After defending eHarmony, Theodore Olson took a dramatic change in his views of homosexuality: 
In 2009, he joined with David Boies, his opposing counsel in Bush v. Gore, to bring a federal lawsuit, Perry v. Schwarzenegger, challenging Proposition 8, a California state constitutional amendment banning same-sex marriage.  His work on the lawsuit earned him a place among the Time 100's greatest thinkers.  In 2011, Olson and David Boies were awarded the ABA Medal, the highest award of the American Bar Association.
I met my wife through eHarmony.  Our first date was at Olive Garden on February 23, 2013.  We got married almost 2 years later.  One of her friends asked us if we wanted to be in one of the commercials, but my wife was not very interested in doing that.  I called customer service at eHarmony to cancel my account and they asked me to fill out a survey.  However, the survey only worked for active accounts so I was unable to take it.

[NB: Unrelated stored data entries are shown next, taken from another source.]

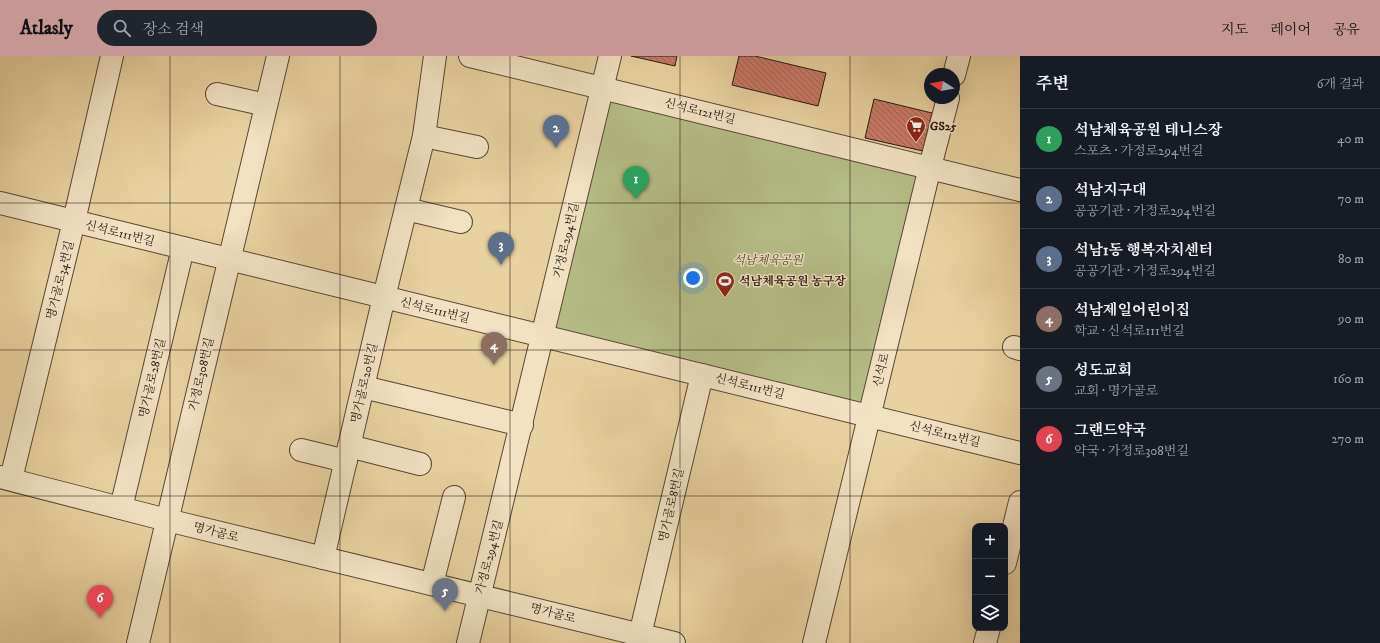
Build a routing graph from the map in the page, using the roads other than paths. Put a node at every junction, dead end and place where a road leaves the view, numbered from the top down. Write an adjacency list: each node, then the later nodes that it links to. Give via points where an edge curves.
1 (112, 56): 18 (street, 명가골로34번길)
2 (278, 56): 11 (street, 가정로308번길)
3 (435, 56): 12 (street, 명가골로20번길)
4 (470, 56): 8 (street, 신석로121번길)
5 (610, 56): 8 (street, 가정로294번길)
6 (959, 56): 7 (street)
7 (956, 68)
8 (602, 88): 14 (street, 신석로121번길); 23 (street, 가정로294번길)
9 (217, 94): 11 (street)
10 (946, 104): 14 (street, 신석로)
11 (266, 105): 21 (street, 가정로308번길)
12 (424, 136): 13 (street); 17 (street, 명가골로20번길)
13 (477, 147)
14 (930, 167): 15 (street, 신석로121번길); 26 (street, 신석로)
15 (1020, 190)
16 (0, 203): 18 (street, 신석로111번길)
17 (406, 209): 19 (street); 22 (street, 명가골로20번길)
18 (74, 221): 20 (street, 신석로111번길); 32 (street, 명가골로34번길)
19 (461, 222)
20 (183, 248): 21 (street, 신석로111번길); 35 (street, 명가골로28번길)
21 (228, 259): 22 (street, 신석로111번길); 36 (street, 가정로308번길)
22 (384, 297): 23 (street, 신석로111번길); 25 (street, 명가골로20번길)
23 (543, 336): 24 (street, 신석로111번길); 27 (street, 가정로294번길)
24 (702, 375): 26 (street, 신석로111번길); 42 (street, 명가골로8번길)
25 (363, 387): 27 (street); 30 (street, 명가골로20번길)
26 (870, 416): 29 (street, 신석로112번길); 46 (street, 신석로)
27 (522, 425): 40 (street, 가정로294번길)
28 (301, 450): 30 (street)
29 (1020, 453)
30 (347, 454): 31 (street); 37 (street, 명가골로20번길)
31 (420, 464)
32 (5, 478): 35 (street, 명가골로)
33 (454, 497): 39 (street)
34 (1020, 502): 38 (street)
35 (121, 508): 36 (street, 명가골로)
36 (167, 520): 37 (street, 명가골로); 43 (street, 가정로308번길)
37 (323, 558): 39 (street, 명가골로)
38 (1006, 559)
39 (432, 584): 40 (street, 명가골로)
40 (479, 595): 42 (street, 명가골로); 44 (street, 가정로294번길)
41 (988, 631): 47 (street)
42 (640, 635): 45 (street, 명가골로)
43 (138, 643)
44 (468, 643)
45 (674, 643)
46 (814, 643)
47 (985, 643)

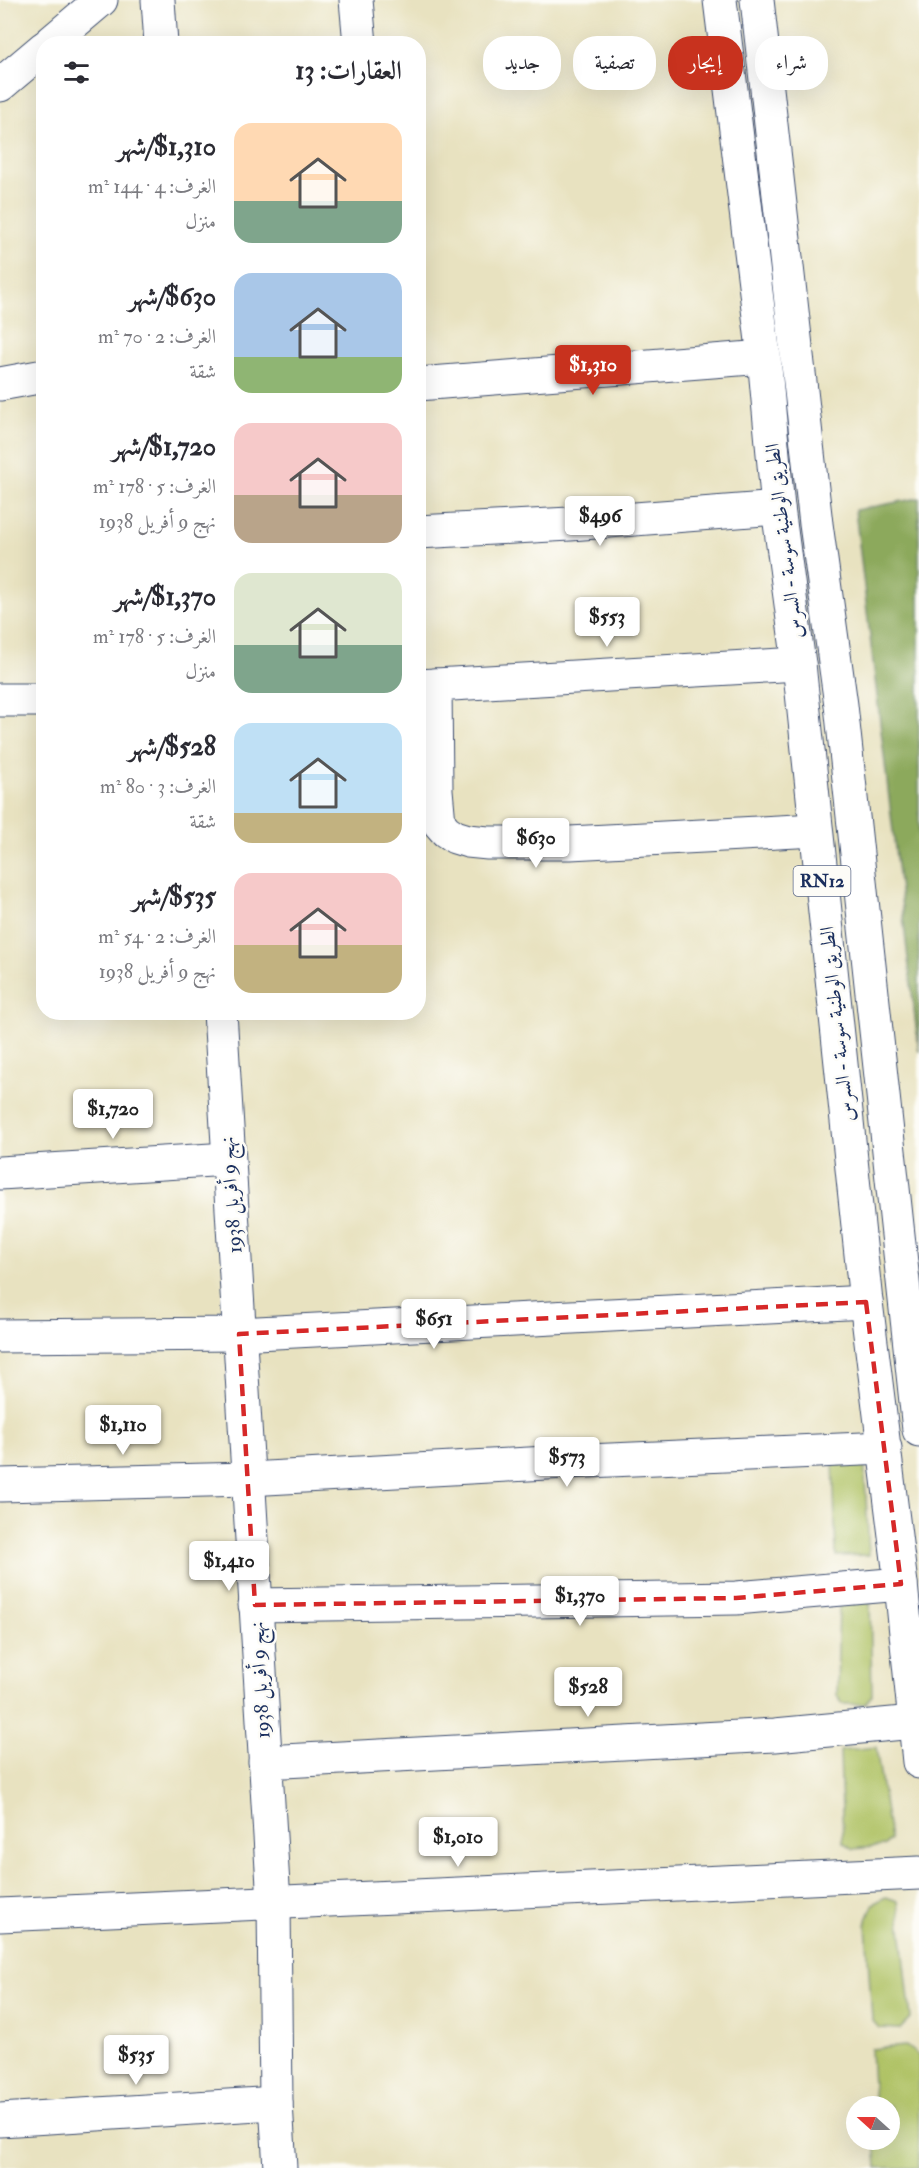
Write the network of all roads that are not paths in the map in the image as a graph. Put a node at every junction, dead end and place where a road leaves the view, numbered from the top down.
1 (100, 0) edge
2 (158, 0) edge
3 (356, 0) edge
4 (720, 0) edge
5 (757, 0) edge
6 (58, 36) edge
7 (160, 36) edge
8 (359, 36) edge
9 (36, 55) edge
10 (0, 85) edge
11 (764, 357) junction
12 (36, 377) edge
13 (426, 383) edge
14 (0, 384) edge
15 (778, 508) junction
16 (426, 532) edge
17 (799, 664) junction
18 (427, 685) edge
19 (0, 700) edge
20 (36, 700) edge
21 (816, 830) junction
22 (219, 1020) edge
23 (228, 1159) junction
24 (0, 1173) edge
25 (866, 1302) junction
26 (239, 1334) junction
27 (0, 1336) edge
28 (919, 1430) edge
29 (885, 1448) junction
30 (248, 1479) junction
31 (0, 1485) edge
32 (901, 1584) junction
33 (255, 1605) junction
34 (915, 1722) junction
35 (265, 1762) junction
36 (919, 1762) edge
37 (919, 1873) edge
38 (274, 1902) junction
39 (0, 1915) edge
40 (276, 2103) junction
41 (0, 2120) edge
42 (280, 2168) edge

1 - 6 main road
2 - 7 main road
3 - 8 main road
4 - 11 main road, الطريق الوطنية سوسة - السرس / RN12
5 - 28 main road, الطريق الوطنية سوسة - السرس / RN12
9 - 10 main road
11 - 13 main road
11 - 15 main road, الطريق الوطنية سوسة - السرس / RN12
12 - 14 main road
15 - 16 main road
15 - 17 main road, الطريق الوطنية سوسة - السرس / RN12
17 - 18 main road
17 - 21 main road, الطريق الوطنية سوسة - السرس / RN12
18 - 21 main road
19 - 20 main road
21 - 25 main road, الطريق الوطنية سوسة - السرس / RN12
22 - 23 main road, نهج 9 أفريل 1938
23 - 24 main road
23 - 26 main road, نهج 9 أفريل 1938
25 - 26 main road
25 - 29 main road, الطريق الوطنية سوسة - السرس / RN12
26 - 27 main road
26 - 30 main road, نهج 9 أفريل 1938
29 - 30 main road
29 - 32 main road, الطريق الوطنية سوسة - السرس / RN12
30 - 31 main road
30 - 33 main road, نهج 9 أفريل 1938
32 - 33 main road
32 - 34 main road, الطريق الوطنية سوسة - السرس / RN12
33 - 35 main road, نهج 9 أفريل 1938
34 - 35 main road
34 - 36 main road, الطريق الوطنية سوسة - السرس / RN12
35 - 38 main road, نهج 9 أفريل 1938
37 - 38 main road
38 - 39 main road
38 - 40 main road, نهج 9 أفريل 1938
40 - 41 main road
40 - 42 main road, نهج 9 أفريل 1938

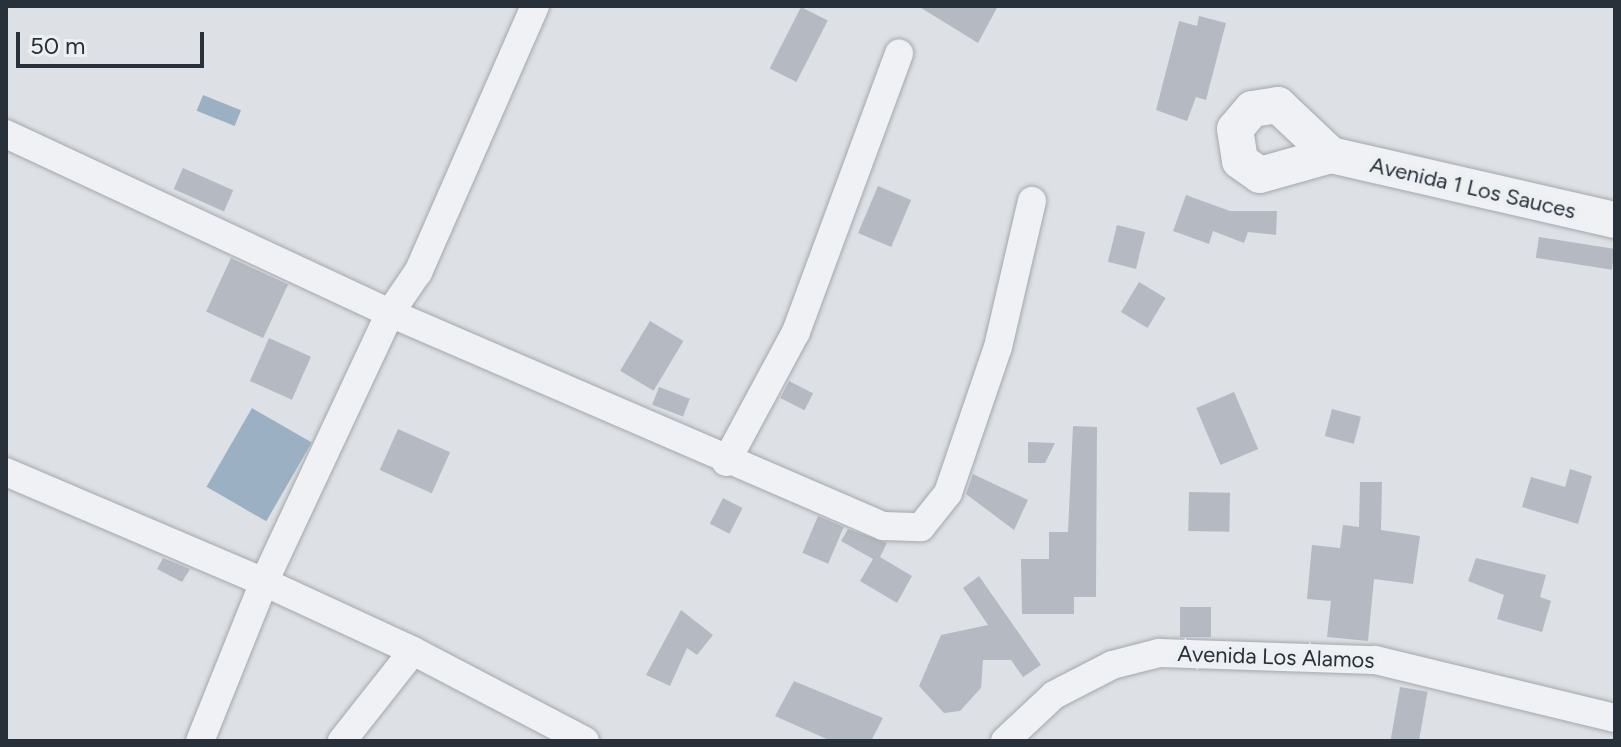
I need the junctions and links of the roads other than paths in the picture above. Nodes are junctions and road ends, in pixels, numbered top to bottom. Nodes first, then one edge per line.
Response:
1 (535, 6) edge
2 (899, 53) dead end
3 (6, 134) edge
4 (1331, 155) dead end
5 (1032, 201) dead end
6 (1615, 220) edge
7 (390, 313) junction
8 (726, 462) junction
9 (6, 472) edge
10 (264, 582) junction
11 (413, 651) junction
12 (1615, 718) edge
13 (200, 741) edge
14 (342, 741) edge
15 (585, 741) edge
16 (1005, 741) edge

1 - 7 street
2 - 8 street
3 - 7 street
4 - 6 street, Avenida 1 Los Sauces
5 - 8 street
7 - 8 street
7 - 10 street
9 - 10 street
10 - 11 street
10 - 13 street
11 - 14 street
11 - 15 street
12 - 16 street, Avenida Los Alamos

Under our current legal system where anti-discrimination and public accommodation laws prevail, it seems like the government is forcing bigots and their victims to do business together.  I find this ridiculously unfair and so in my book on the constitution I suggest tougher property rights:
The right to own property.  Property owners shall choose whom they employ and who their customers are.  They shall choose which products to sell.  Congress and the States retain Eminent Domain powers, but must give property owners just compensation and cannot take land from one owner and give it to another owner.